PROMPT ::
Write out the data that follows exactly, keeping every picture out.

** Opening EXERCISE DATA block **

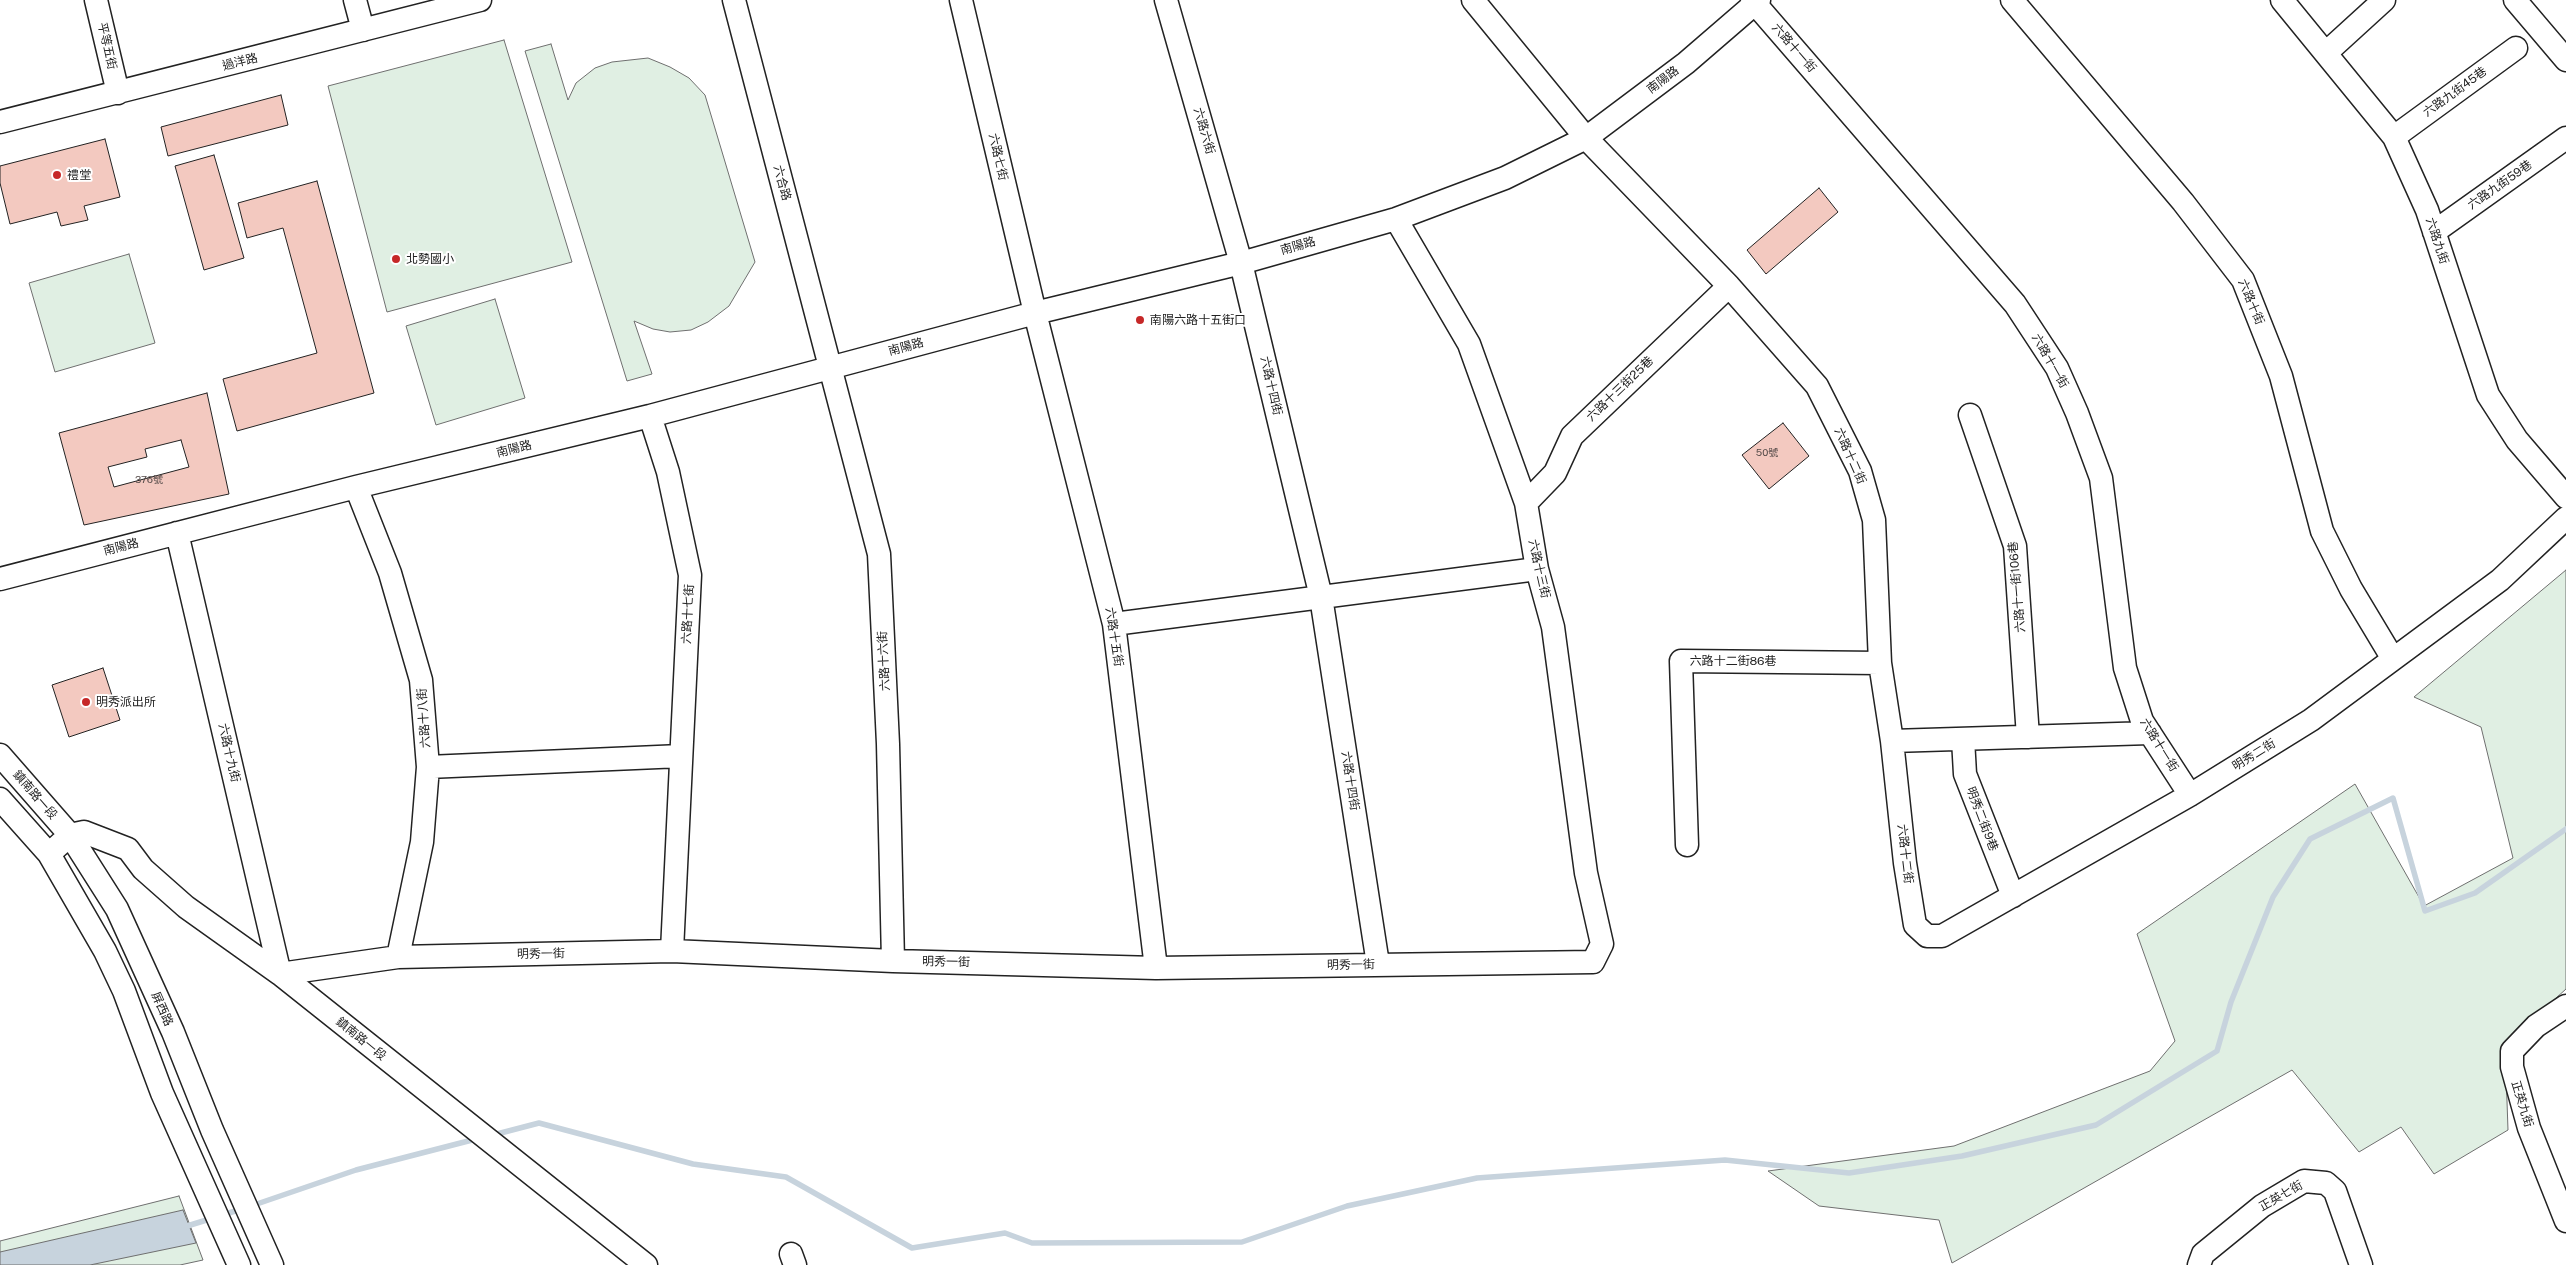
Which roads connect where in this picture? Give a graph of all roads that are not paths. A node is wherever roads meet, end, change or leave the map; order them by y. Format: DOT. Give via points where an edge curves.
graph roads {
  1 [pos="96,0"];
  2 [pos="355,0"];
  3 [pos="480,0"];
  4 [pos="734,0"];
  5 [pos="961,0"];
  6 [pos="1166,0"];
  7 [pos="1473,0"];
  8 [pos="2012,0"];
  9 [pos="2282,0"];
  10 [pos="2384,0"];
  11 [pos="2515,0"];
  12 [pos="1755,1"];
  13 [pos="363,30"];
  14 [pos="2516,48"];
  15 [pos="2327,52"];
  16 [pos="2566,60"];
  17 [pos="118,93"];
  18 [pos="0,122"];
  19 [pos="2394,137"];
  20 [pos="1586,138"];
  21 [pos="2566,138"];
  22 [pos="1396,219"];
  23 [pos="2434,232"];
  24 [pos="1241,262"];
  25 [pos="1729,286"];
  26 [pos="1035,313"];
  27 [pos="830,367"];
  28 [pos="1970,415"];
  29 [pos="650,416"];
  30 [pos="356,487"];
  31 [pos="2566,497"];
  32 [pos="1526,503"];
  33 [pos="2566,518"];
  34 [pos="177,533"];
  35 [pos="1537,569"];
  36 [pos="0,579"];
  37 [pos="1321,597"];
  38 [pos="1114,624"];
  39 [pos="2393,659"];
  40 [pos="1880,663"];
  41 [pos="2150,733"];
  42 [pos="2028,737"];
  43 [pos="1963,739"];
  44 [pos="1892,741"];
  45 [pos="0,755"];
  46 [pos="681,756"];
  47 [pos="428,767"];
  48 [pos="2190,795"];
  49 [pos="0,799"];
  50 [pos="70,835"];
  51 [pos="1687,846"];
  52 [pos="49,854"];
  53 [pos="2012,896"];
  54 [pos="1915,925"];
  55 [pos="1602,944"];
  56 [pos="672,951"];
  57 [pos="398,957"];
  58 [pos="893,961"];
  59 [pos="1378,964"];
  60 [pos="1156,968"];
  61 [pos="280,974"];
  62 [pos="2566,1006"];
  63 [pos="2566,1221"];
  64 [pos="239,1265"];
  65 [pos="272,1265"];
  66 [pos="646,1265"];
  67 [pos="2199,1265"];
  68 [pos="2361,1265"];
  1 -- 17 [label="street, 平等五街"];
  2 -- 13 [label="street"];
  3 -- 13 [label="street, 過洋路"];
  4 -- 27 [label="street, 六合路"];
  5 -- 26 [label="street, 六路七街"];
  6 -- 24 [label="street, 六路六街"];
  7 -- 20 [label="street"];
  8 -- 39 [label="street, 六路十街" via="2183,202 2243,280 2281,376 2322,531 2351,589"];
  9 -- 15 [label="street, 六路九街"];
  10 -- 15 [label="street"];
  11 -- 16 [label="street"];
  12 -- 20 [label="street, 南陽路" via="1686,63"];
  12 -- 41 [label="street, 六路十一街" via="2015,304 2056,368 2101,478 2124,668 2142,721"];
  13 -- 17 [label="street, 過洋路"];
  14 -- 19 [label="street, 六路九街45巷"];
  15 -- 19 [label="street, 六路九街"];
  17 -- 18 [label="street, 過洋路"];
  19 -- 23 [label="street, 六路九街"];
  20 -- 22 [label="street, 南陽路" via="1505,178"];
  20 -- 25 [label="street, 六路十二街"];
  21 -- 23 [label="street, 六路九街59巷"];
  22 -- 24 [label="street, 南陽路"];
  22 -- 32 [label="street, 六路十三街" via="1469,344"];
  23 -- 31 [label="street, 六路九街" via="2488,395 2517,440"];
  24 -- 26 [label="street, 南陽路"];
  24 -- 37 [label="street, 六路十四街"];
  25 -- 32 [label="street, 六路十三街25巷" via="1572,436 1554,472"];
  25 -- 40 [label="street, 六路十二街" via="1816,386 1860,471 1874,520"];
  26 -- 27 [label="street, 南陽路"];
  26 -- 38 [label="street, 六路十五街"];
  27 -- 29 [label="street, 南陽路"];
  27 -- 58 [label="street, 六路十六街" via="879,554"];
  28 -- 42 [label="street, 六路十一街106巷" via="2016,546"];
  29 -- 30 [label="street, 南陽路"];
  29 -- 46 [label="street, 六路十七街" via="668,472 690,575"];
  30 -- 34 [label="street, 南陽路"];
  30 -- 47 [label="street, 六路十八街" via="390,573 421,680"];
  32 -- 35 [label="street, 六路十三街"];
  33 -- 39 [label="street, 明秀二街" via="2500,580"];
  34 -- 36 [label="street, 南陽路"];
  34 -- 61 [label="street, 六路十九街"];
  35 -- 37 [label="street"];
  35 -- 55 [label="street, 六路十三街" via="1553,627 1586,873"];
  37 -- 38 [label="street"];
  37 -- 59 [label="street, 六路十四街"];
  38 -- 60 [label="street, 六路十五街"];
  39 -- 48 [label="street, 明秀二街" via="2311,720"];
  40 -- 44 [label="street, 六路十二街"];
  40 -- 51 [label="street, 六路十二街86巷" via="1681,661"];
  41 -- 42 [label="street"];
  41 -- 48 [label="street, 六路十一街"];
  42 -- 43 [label="street"];
  43 -- 44 [label="street"];
  43 -- 53 [label="street, 明秀二街9巷" via="1965,774"];
  44 -- 54 [label="street, 六路十二街" via="1904,863"];
  45 -- 50 [label="street, 鎮南路一段"];
  46 -- 47 [label="street"];
  46 -- 56 [label="street, 六路十七街"];
  47 -- 57 [label="street, 六路十八街" via="422,842"];
  48 -- 53 [label="street, 明秀二街"];
  49 -- 52 [label="street"];
  50 -- 52 [label="street"];
  50 -- 61 [label="street, 鎮南路一段" via="84,832 128,849 143,869 186,907"];
  50 -- 65 [label="street, 屏西路" via="117,909"];
  52 -- 64 [label="street" via="86,914 124,991 162,1093"];
  53 -- 54 [label="street, 明秀二街" via="1942,936 1927,936"];
  55 -- 59 [label="street, 明秀一街" via="1593,962"];
  56 -- 57 [label="street, 明秀一街"];
  56 -- 58 [label="street, 明秀一街"];
  57 -- 61 [label="street, 明秀一街"];
  58 -- 60 [label="street, 明秀一街"];
  59 -- 60 [label="street, 明秀一街"];
  61 -- 66 [label="street, 鎮南路一段"];
  62 -- 63 [label="street, 正英九街" via="2536,1026 2512,1050 2512,1067 2529,1128"];
  67 -- 68 [label="street, 正英七街" via="2203,1254 2262,1206 2304,1180 2326,1183 2335,1191"];
}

** Closing EXERCISE DATA block **

THE ANSWER ::
Which roads connect where in this picture? Give a graph of all roads that are not paths. A node is wherever roads meet, end, change or leave the map; order them by y. Format: DOT. Give via points where an edge curves.
graph roads {
  1 [pos="96,0"];
  2 [pos="355,0"];
  3 [pos="480,0"];
  4 [pos="734,0"];
  5 [pos="961,0"];
  6 [pos="1166,0"];
  7 [pos="1473,0"];
  8 [pos="2012,0"];
  9 [pos="2282,0"];
  10 [pos="2384,0"];
  11 [pos="2515,0"];
  12 [pos="1755,1"];
  13 [pos="363,30"];
  14 [pos="2516,48"];
  15 [pos="2327,52"];
  16 [pos="2566,60"];
  17 [pos="118,93"];
  18 [pos="0,122"];
  19 [pos="2394,137"];
  20 [pos="1586,138"];
  21 [pos="2566,138"];
  22 [pos="1396,219"];
  23 [pos="2434,232"];
  24 [pos="1241,262"];
  25 [pos="1729,286"];
  26 [pos="1035,313"];
  27 [pos="830,367"];
  28 [pos="1970,415"];
  29 [pos="650,416"];
  30 [pos="356,487"];
  31 [pos="2566,497"];
  32 [pos="1526,503"];
  33 [pos="2566,518"];
  34 [pos="177,533"];
  35 [pos="1537,569"];
  36 [pos="0,579"];
  37 [pos="1321,597"];
  38 [pos="1114,624"];
  39 [pos="2393,659"];
  40 [pos="1880,663"];
  41 [pos="2150,733"];
  42 [pos="2028,737"];
  43 [pos="1963,739"];
  44 [pos="1892,741"];
  45 [pos="0,755"];
  46 [pos="681,756"];
  47 [pos="428,767"];
  48 [pos="2190,795"];
  49 [pos="0,799"];
  50 [pos="70,835"];
  51 [pos="1687,846"];
  52 [pos="49,854"];
  53 [pos="2012,896"];
  54 [pos="1915,925"];
  55 [pos="1602,944"];
  56 [pos="672,951"];
  57 [pos="398,957"];
  58 [pos="893,961"];
  59 [pos="1378,964"];
  60 [pos="1156,968"];
  61 [pos="280,974"];
  62 [pos="2566,1006"];
  63 [pos="2566,1221"];
  64 [pos="239,1265"];
  65 [pos="272,1265"];
  66 [pos="646,1265"];
  67 [pos="2199,1265"];
  68 [pos="2361,1265"];
  1 -- 17 [label="street, 平等五街"];
  2 -- 13 [label="street"];
  3 -- 13 [label="street, 過洋路"];
  4 -- 27 [label="street, 六合路"];
  5 -- 26 [label="street, 六路七街"];
  6 -- 24 [label="street, 六路六街"];
  7 -- 20 [label="street"];
  8 -- 39 [label="street, 六路十街" via="2183,202 2243,280 2281,376 2322,531 2351,589"];
  9 -- 15 [label="street, 六路九街"];
  10 -- 15 [label="street"];
  11 -- 16 [label="street"];
  12 -- 20 [label="street, 南陽路" via="1686,63"];
  12 -- 41 [label="street, 六路十一街" via="2015,304 2056,368 2101,478 2124,668 2142,721"];
  13 -- 17 [label="street, 過洋路"];
  14 -- 19 [label="street, 六路九街45巷"];
  15 -- 19 [label="street, 六路九街"];
  17 -- 18 [label="street, 過洋路"];
  19 -- 23 [label="street, 六路九街"];
  20 -- 22 [label="street, 南陽路" via="1505,178"];
  20 -- 25 [label="street, 六路十二街"];
  21 -- 23 [label="street, 六路九街59巷"];
  22 -- 24 [label="street, 南陽路"];
  22 -- 32 [label="street, 六路十三街" via="1469,344"];
  23 -- 31 [label="street, 六路九街" via="2488,395 2517,440"];
  24 -- 26 [label="street, 南陽路"];
  24 -- 37 [label="street, 六路十四街"];
  25 -- 32 [label="street, 六路十三街25巷" via="1572,436 1554,472"];
  25 -- 40 [label="street, 六路十二街" via="1816,386 1860,471 1874,520"];
  26 -- 27 [label="street, 南陽路"];
  26 -- 38 [label="street, 六路十五街"];
  27 -- 29 [label="street, 南陽路"];
  27 -- 58 [label="street, 六路十六街" via="879,554"];
  28 -- 42 [label="street, 六路十一街106巷" via="2016,546"];
  29 -- 30 [label="street, 南陽路"];
  29 -- 46 [label="street, 六路十七街" via="668,472 690,575"];
  30 -- 34 [label="street, 南陽路"];
  30 -- 47 [label="street, 六路十八街" via="390,573 421,680"];
  32 -- 35 [label="street, 六路十三街"];
  33 -- 39 [label="street, 明秀二街" via="2500,580"];
  34 -- 36 [label="street, 南陽路"];
  34 -- 61 [label="street, 六路十九街"];
  35 -- 37 [label="street"];
  35 -- 55 [label="street, 六路十三街" via="1553,627 1586,873"];
  37 -- 38 [label="street"];
  37 -- 59 [label="street, 六路十四街"];
  38 -- 60 [label="street, 六路十五街"];
  39 -- 48 [label="street, 明秀二街" via="2311,720"];
  40 -- 44 [label="street, 六路十二街"];
  40 -- 51 [label="street, 六路十二街86巷" via="1681,661"];
  41 -- 42 [label="street"];
  41 -- 48 [label="street, 六路十一街"];
  42 -- 43 [label="street"];
  43 -- 44 [label="street"];
  43 -- 53 [label="street, 明秀二街9巷" via="1965,774"];
  44 -- 54 [label="street, 六路十二街" via="1904,863"];
  45 -- 50 [label="street, 鎮南路一段"];
  46 -- 47 [label="street"];
  46 -- 56 [label="street, 六路十七街"];
  47 -- 57 [label="street, 六路十八街" via="422,842"];
  48 -- 53 [label="street, 明秀二街"];
  49 -- 52 [label="street"];
  50 -- 52 [label="street"];
  50 -- 61 [label="street, 鎮南路一段" via="84,832 128,849 143,869 186,907"];
  50 -- 65 [label="street, 屏西路" via="117,909"];
  52 -- 64 [label="street" via="86,914 124,991 162,1093"];
  53 -- 54 [label="street, 明秀二街" via="1942,936 1927,936"];
  55 -- 59 [label="street, 明秀一街" via="1593,962"];
  56 -- 57 [label="street, 明秀一街"];
  56 -- 58 [label="street, 明秀一街"];
  57 -- 61 [label="street, 明秀一街"];
  58 -- 60 [label="street, 明秀一街"];
  59 -- 60 [label="street, 明秀一街"];
  61 -- 66 [label="street, 鎮南路一段"];
  62 -- 63 [label="street, 正英九街" via="2536,1026 2512,1050 2512,1067 2529,1128"];
  67 -- 68 [label="street, 正英七街" via="2203,1254 2262,1206 2304,1180 2326,1183 2335,1191"];
}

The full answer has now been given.